Credit Suisse analyst Fahad Tariq said in a recent note that the previous record high gold price in nominal terms was set in September 2011 at around $1,900 an ounce. In real terms, which factors in inflation, the record high gold price was at $2,800 an ounce in January 1980. Although the yellow metal pulled back last week, it was still up by about 25% year to date.

Tariq increased his 2021 gold price forecast from $1,800 an ounce to $2,500 an ounce. His forecast for 2022 rises from $1,650 to $2,200 an ounce. For the rest of this year, he expects gold prices to average about $2,000 an ounce.

Risks to his forecasts include a better-than-expected economic recovery and a hawkish shift by the Federal Reserve on interest rates.

Support for gold prices after pullback from record high

He added that macroeconomic factors remain very supportive for the yellow metal despite the recent pullback. He noted that the correction was rather expected as the gold price climbed about $280 or 16% in only one month.

However, his medium-term outlook for the metal is still bullish, and he feels that the macroeconomic factors appear to be “ideal” for it. He pointed out that the 10-year U.S. TIPS yield is about -1%. He added that a move to -2% would imply that the gold price would rise to $2,200 an ounce.

Weakness in the U.S. dollar as the dollar index fell to its lowest level in two years has also given gold prices and demand a boost. Inflation is factored into the TIPS yield. He said there seems to be widespread expectations of inflation due to the unprecedented monetary and fiscal stimulus and policies.
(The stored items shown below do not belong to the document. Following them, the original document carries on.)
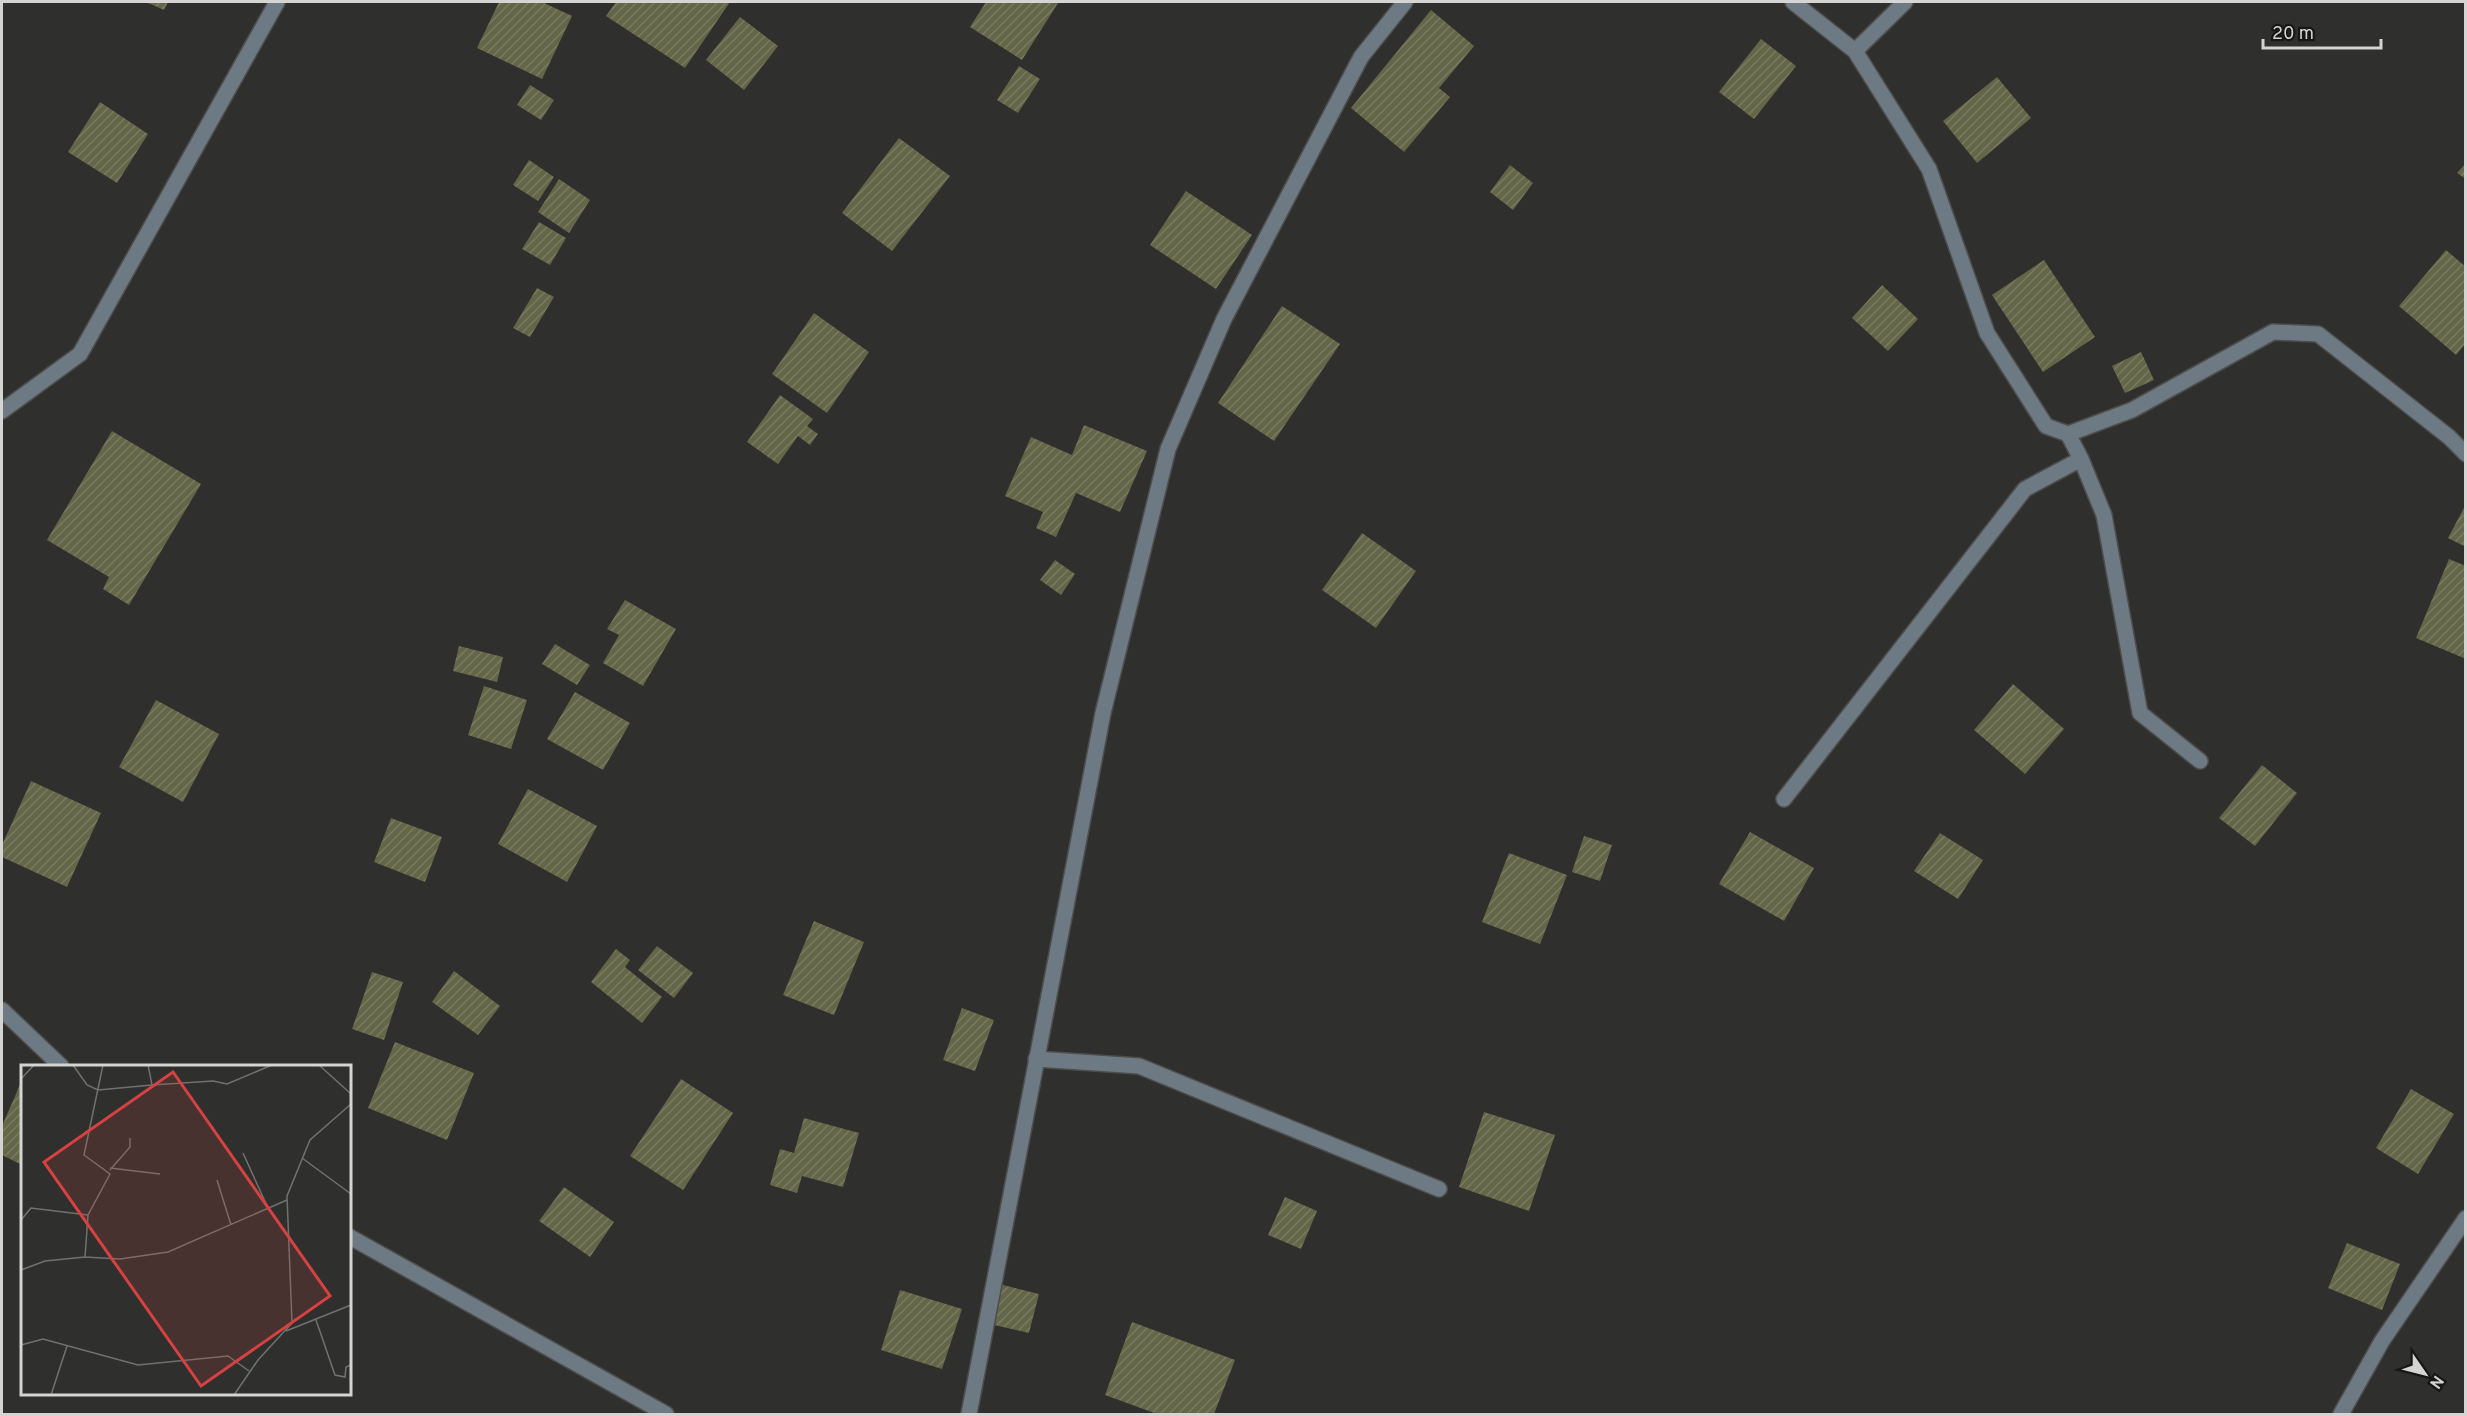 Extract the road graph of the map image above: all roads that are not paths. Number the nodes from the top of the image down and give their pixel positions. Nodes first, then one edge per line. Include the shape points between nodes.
1 (277, 2) edge
2 (1405, 2) edge
3 (1793, 2) edge
4 (1905, 2) edge
5 (1855, 51) junction
6 (2, 411) edge
7 (2068, 434) junction
8 (2466, 454) edge
9 (2081, 459) junction
10 (2200, 761) dead end
11 (1784, 799) dead end
12 (2, 1010) edge
13 (1036, 1059) junction
14 (60, 1065) edge
15 (1439, 1189) dead end
16 (2466, 1218) edge
17 (351, 1238) edge
18 (666, 1414) edge
19 (969, 1414) edge
20 (2341, 1414) edge

1 - 6 street via 80,354
2 - 13 street via 1361,57 1224,320 1168,449 1103,713
3 - 5 street
4 - 5 street
5 - 7 street via 1929,169 1987,333 2046,426
7 - 8 street via 2132,410 2272,332 2307,333 2318,334
7 - 9 street
9 - 10 street via 2104,515 2140,713
9 - 11 street via 2025,489
12 - 14 street
13 - 15 street via 1139,1066
13 - 19 street
16 - 20 street via 2382,1341
17 - 18 street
Strong investment demand, weakness in jewelry

Tariq noted that the World Gold Council said in its first-half report that record inflows to gold-backed exchange-traded funds offset major weakness in jewelry demand, which plunged 50% year over year. Demand from central banks also slowed during the first six months of the year.

Despite those declines, the gold price rallied and approached record highs. Tariq said when demand for gold jewelry accelerates alongside GDP growth and central banks start buying the metal again, he expects an overall improvement in gold demand. That could push prices even higher.

So far among the gold companies that have reported their second-quarter earnings, he said there continues to be discipline from North American firms. He said they continue to focus on generating free cash flow, deleveraging and returning capital to shareholders by paying higher dividends.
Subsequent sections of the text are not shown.